The Court also finds that under the doctrine of respondeat superior, dismissal is not warranted against Memorial Hospital since Plaintiffs have raised triable issues of fact against Defendant Dr. Singer, as an employee of Memorial Hospital (see Sessa v Peconic Bay Medical Center, 200 AD3d 1085 [2d Dept 2021]; Klippel v Rubinstein, 300 AD2d 448 [2d Dept 2002]; Rivera v County of Suffolk, 290 AD2d 430 [2d Dept 2002]; Mduba v Benedictine Hosp., 52 AD2d 450 [3d Dept 1976]).

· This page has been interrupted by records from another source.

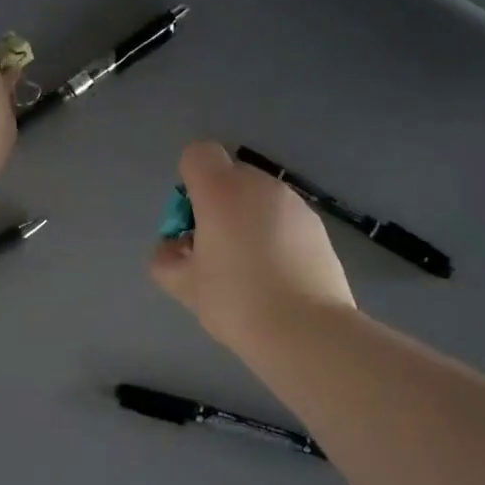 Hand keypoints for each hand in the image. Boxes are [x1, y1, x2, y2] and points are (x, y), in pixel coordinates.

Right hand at [150, 141, 354, 350]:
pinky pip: (284, 218)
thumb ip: (165, 260)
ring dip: (248, 218)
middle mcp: (260, 186)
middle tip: (216, 250)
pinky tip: (278, 275)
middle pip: (230, 176)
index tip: (192, 222)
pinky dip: (275, 234)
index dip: (189, 181)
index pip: (198, 154)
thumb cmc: (236, 302)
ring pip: (259, 198)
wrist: (307, 330)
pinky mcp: (318, 226)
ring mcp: (295, 204)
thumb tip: (171, 248)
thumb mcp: (184, 286)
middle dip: (218, 203)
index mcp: (222, 191)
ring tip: (250, 268)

Finally, Plaintiff has provided documentary proof in admissible form as to payment for babysitting services, which establishes a triable issue of fact as a matter of law. Defendants admittedly concede that absent documentary proof as to the cost of the nursing and any award for such past services would be speculative and unsupported by competent evidence (see Coniker v State, 2002 NY Slip Op 50603[U] [Ct Cl 2002]; Lane v Smith, 84 AD3d 746 [2d Dept 2011]). The Court notes, however, that Plaintiffs have not submitted any proof to recover for extraordinary expenses beyond those expenses incurred until the child reached the age of 21 (id.).
Based on the foregoing, it is hereby
ORDERED, that Defendants' motions for partial summary judgment (Mot. Seq. 2) is granted to the extent of dismissing Plaintiffs' 1) lack of informed consent cause of action; 2) noneconomic damages claim for a child born with TP53 gene mutation; and 3) substantial loss of income claim in caring and providing treatment for Plaintiffs' infant; and in all other respects Mot. Seq. 2 is denied; and it is further
ORDERED, that Defendants' partial summary judgment motion (Mot. Seq. 3) is granted [*6]to the extent of dismissing Plaintiff's claim for "[f]uture expenses [including] . . . D.C.'s lifetime cost of cancer screening and ultimate cost of cancer treatment, should such occur;" and it is further
ORDERED, that the Defendants are directed to serve a copy of this order upon the Plaintiffs by first class regular mail at their last known address within twenty (20) days of entry of this order; and it is further
ORDERED, that within twenty (20) days of entry of this order, counsel for Defendants shall serve a copy of this order with notice of entry upon all parties and the Clerk of the Court (60 Centre Street, Room 141B) and the Clerk of the General Clerk's Office (60 Centre Street, Room 119), who are directed to enter judgment in accordance with this order; and it is further
ORDERED, that service upon the Clerk of the Court and the Clerk of the General Clerk's Office shall be made in accordance with the procedures set forth in the Protocol on Courthouse and County Clerk Procedures for Electronically Filed Cases (accessible a the "E-Filing" page on the court's website at the address www.nycourts.gov/supctmanh); and it is further
ORDERED, that the parties are directed to appear for a settlement conference on July 22, 2025, at 2:30 pm, at 60 Centre Street, Room #351, New York, NY.
This constitutes the Decision and Order of the Court.
DATE 3/20/25
KATHY J. KING, J.S.C.
Footnote 1: Plaintiffs have discontinued the lawsuit as to the Memorial Sloan-Kettering Cancer Center (see NYSCEF Document No. 3).
Footnote 2: Plaintiff has redacted the name of her experts pursuant to CPLR 3101(d).